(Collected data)

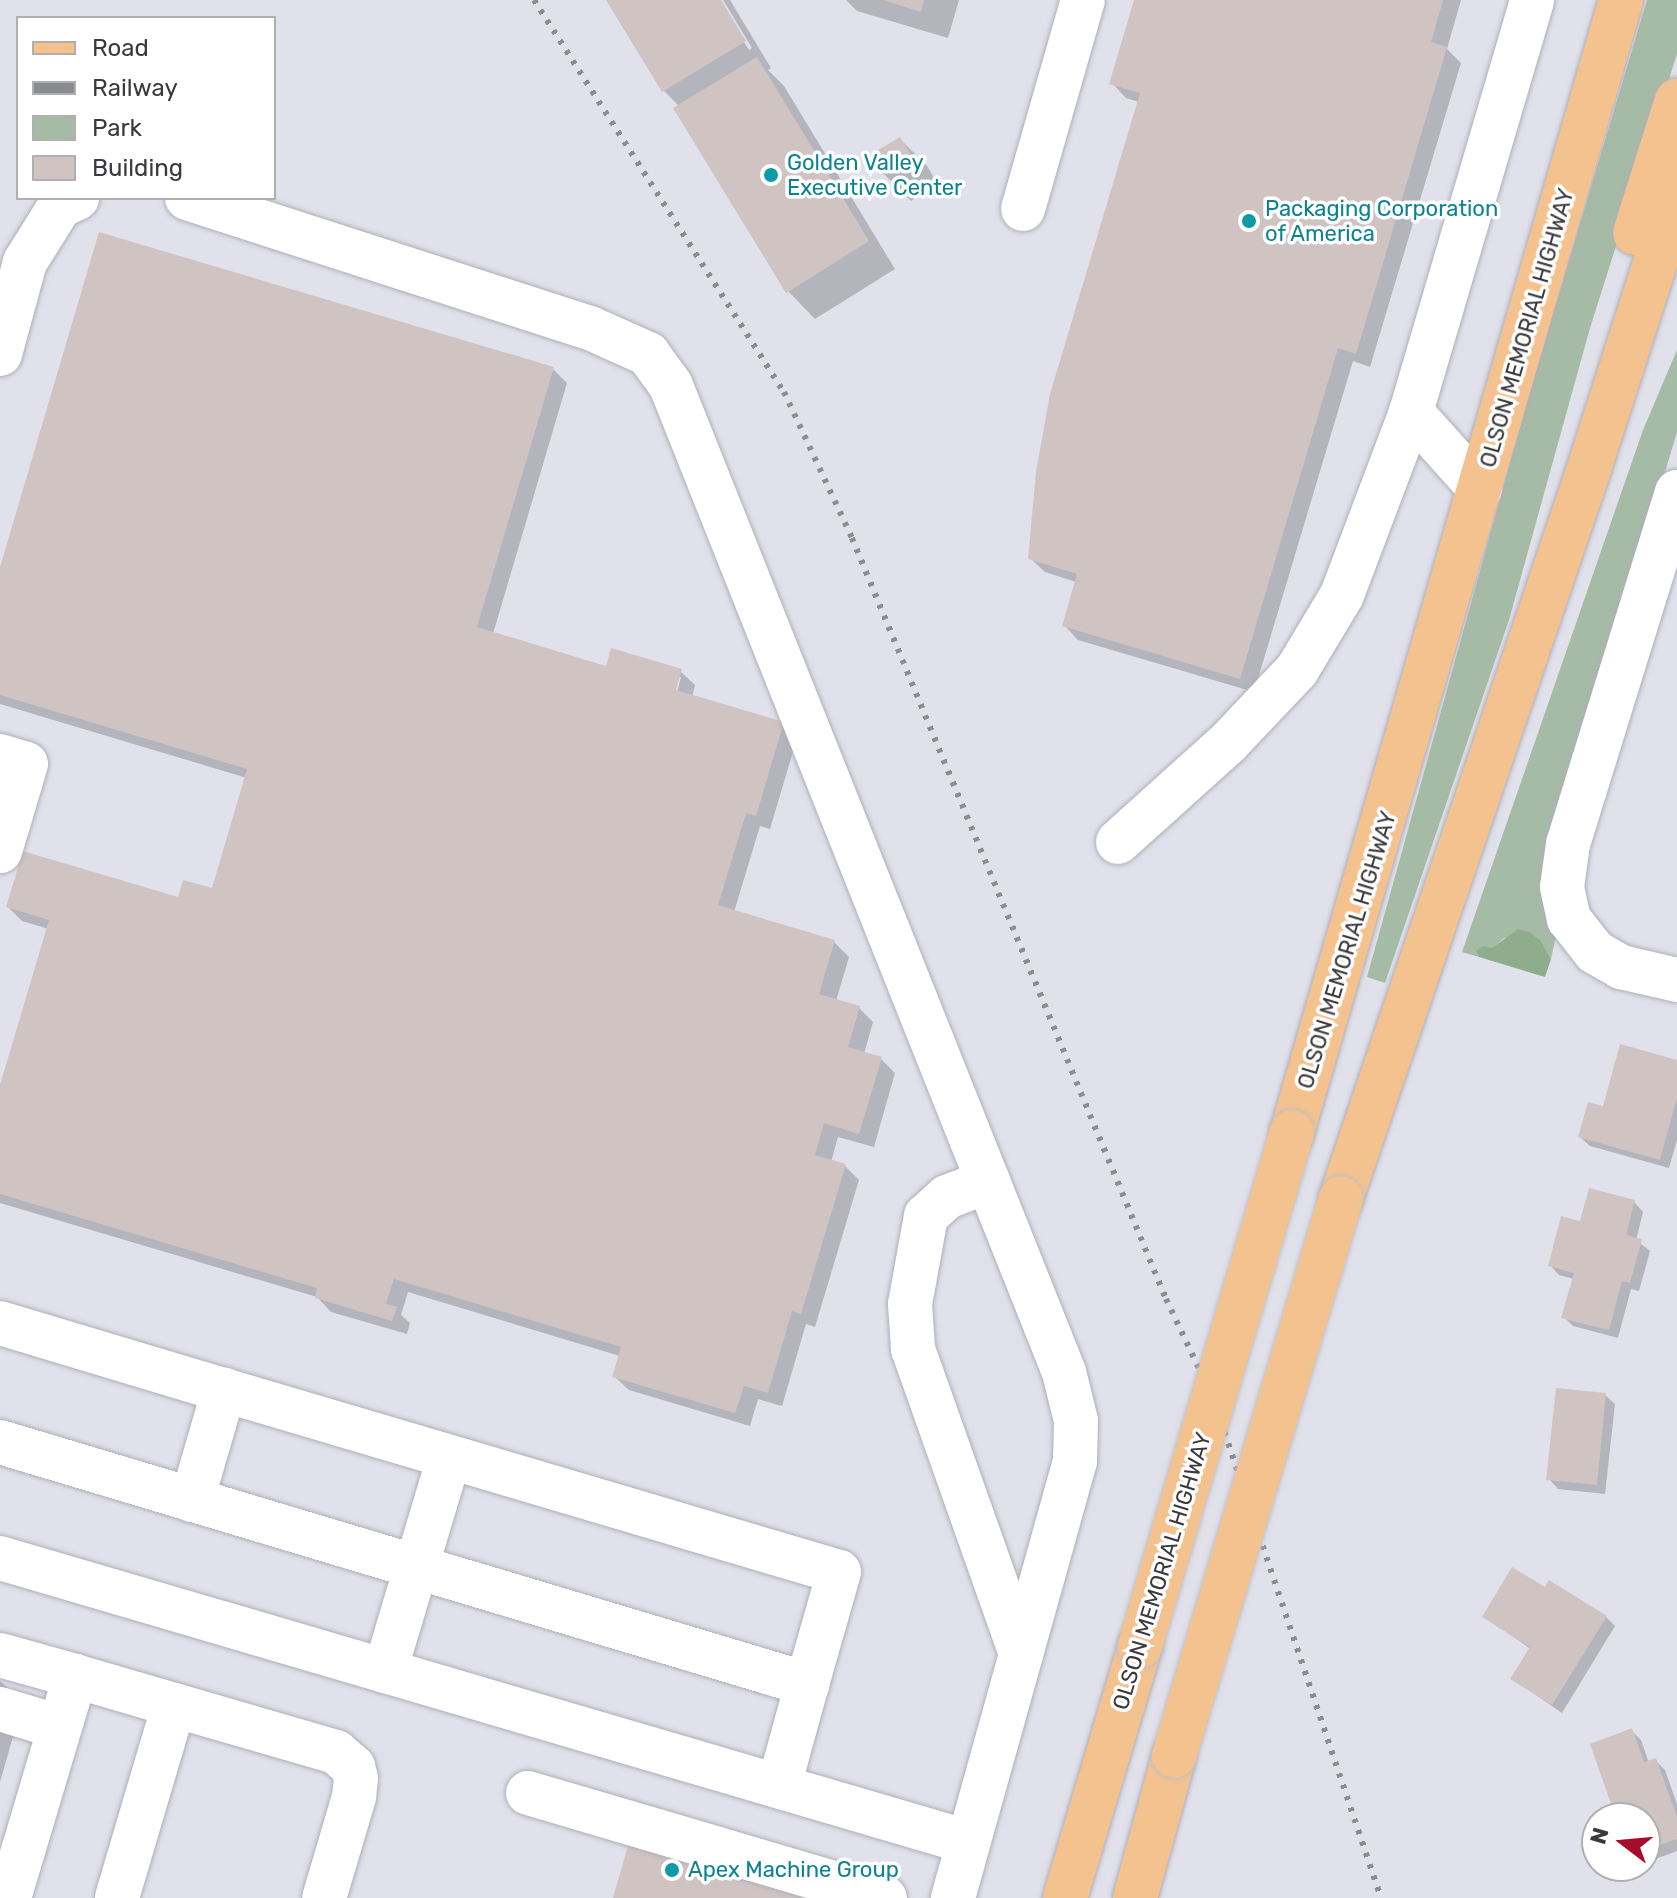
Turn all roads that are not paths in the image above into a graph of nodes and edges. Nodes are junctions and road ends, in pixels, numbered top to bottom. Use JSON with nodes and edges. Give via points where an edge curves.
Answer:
{"nodes":[{"id":1,"x":1083,"y":0,"type":"edge"},
{"id":2,"x":1532,"y":0,"type":"edge"},
{"id":3,"x":1621,"y":0,"type":"edge"},
{"id":4,"x":1677,"y":100,"type":"edge"},
{"id":5,"x":1677,"y":195,"type":"edge"},
{"id":6,"x":73,"y":200,"type":"edge"},
{"id":7,"x":193,"y":200,"type":"edge"},
{"id":8,"x":1023,"y":209,"type":"dead end"},
{"id":9,"x":0,"y":354,"type":"edge"},
{"id":10,"x":1411,"y":412,"type":"junction"},
{"id":11,"x":1587,"y":475,"type":"junction"},
{"id":12,"x":1480,"y":489,"type":"junction"},
{"id":13,"x":1677,"y":492,"type":"edge"},
{"id":14,"x":0,"y":756,"type":"edge"},
{"id":15,"x":1118,"y":842,"type":"dead end"},
{"id":16,"x":0,"y":851,"type":"edge"},
{"id":17,"x":1677,"y":980,"type":"edge"},
{"id":18,"x":988,"y":1181,"type":"junction"},
{"id":19,"x":0,"y":1323,"type":"edge"},
{"id":20,"x":224,"y":1390,"type":"junction"},
{"id":21,"x":0,"y":1442,"type":"edge"},
{"id":22,"x":449,"y":1457,"type":"junction"},
{"id":23,"x":192,"y":1500,"type":"junction"},
{"id":24,"x":0,"y":1558,"type":"edge"},
{"id":25,"x":416,"y":1567,"type":"junction"},
{"id":26,"x":1021,"y":1654,"type":"junction"},
{"id":27,"x":0,"y":1655,"type":"edge"},
{"id":28,"x":385,"y":1671,"type":"junction"},
{"id":29,"x":75,"y":1676,"type":"junction"},
{"id":30,"x":807,"y":1684,"type":"junction"},
{"id":31,"x":174,"y":1705,"type":"junction"},
{"id":32,"x":0,"y":1709,"type":"edge"},
{"id":33,"x":59,"y":1727,"type":"junction"},
{"id":34,"x":779,"y":1786,"type":"junction"},
{"id":35,"x":528,"y":1793,"type":"dead end"},
{"id":36,"x":968,"y":1842,"type":"junction"},
{"id":37,"x":9,"y":1898,"type":"edge"},
{"id":38,"x":117,"y":1898,"type":"edge"},
{"id":39,"x":324,"y":1898,"type":"edge"},
{"id":40,"x":885,"y":1898,"type":"edge"},
{"id":41,"x":953,"y":1898,"type":"edge"},
{"id":42,"x":1065,"y":1898,"type":"edge"},
{"id":43,"x":1135,"y":1898,"type":"edge"}],
"edges":[{"from":1,"to":8,"type":"street"},
{"from":2,"to":10,"type":"street"},
{"from":3,"to":12,"type":"main road","name":"OLSON MEMORIAL HIGHWAY"},
{"from":4,"to":11,"type":"main road","via":[[1624,266]]},
{"from":5,"to":11,"type":"main road"},
{"from":6,"to":9,"type":"street","via":[[60,206],[25,262]]},
{"from":7,"to":18,"type":"street","via":[[590,328],[648,354],[671,386]]},
{"from":10,"to":12,"type":"street"},
{"from":10,"to":15,"type":"street","via":[[1342,595],[1297,670],[1227,744]]},
{"from":11,"to":43,"type":"main road","bridge":true,"via":[[1341,1198]]},
{"from":12,"to":42,"type":"main road","name":"OLSON MEMORIAL HIGHWAY","bridge":true},
{"from":13,"to":17,"type":"street","via":[[1568,844],[1562,887],[1569,919],[1595,952],[1621,967]]},
{"from":14,"to":16,"type":"street","via":[[26,764]]},
{"from":18,"to":26,"type":"street","via":[[1064,1372],[1076,1421],[1075,1461]]},
{"from":18,"to":26,"type":"street","via":[[947,1197],[926,1216],[910,1304],[913,1349]]},
{"from":19,"to":20,"type":"street"},
{"from":20,"to":22,"type":"street"},
{"from":20,"to":23,"type":"street"},
{"from":21,"to":23,"type":"street"},
{"from":22,"to":25,"type":"street"},
{"from":22,"to":30,"type":"street","via":[[839,1572]]},
{"from":23,"to":25,"type":"street"},
{"from":24,"to":28,"type":"street"},
{"from":25,"to":28,"type":"street"},
{"from":25,"to":30,"type":"street"},
{"from":26,"to":36,"type":"street"},
{"from":27,"to":29,"type":"street"},
{"from":28,"to":34,"type":"street"},
{"from":29,"to":31,"type":"street"},
{"from":29,"to":33,"type":"street"},
{"from":30,"to":34,"type":"street"},
{"from":31,"to":38,"type":"street"},
{"from":31,"to":39,"type":"street","via":[[336,1752],[353,1767],[354,1797]]},
{"from":32,"to":33,"type":"street"},
{"from":33,"to":37,"type":"street"},
{"from":34,"to":36,"type":"street"},
{"from":35,"to":40,"type":"street"},
{"from":36,"to":41,"type":"street"}]}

Work required » Given the data above, which lines hold the string "main"? Return them.

Output for this task »
{"from":3,"to":12,"type":"main road","name":"OLSON MEMORIAL HIGHWAY"},
{"from":4,"to":11,"type":"main road","via":[[1624,266]]},
{"from":5,"to":11,"type":"main road"},
{"from":11,"to":43,"type":"main road","bridge":true,"via":[[1341,1198]]},
{"from":12,"to":42,"type":"main road","name":"OLSON MEMORIAL HIGHWAY","bridge":true},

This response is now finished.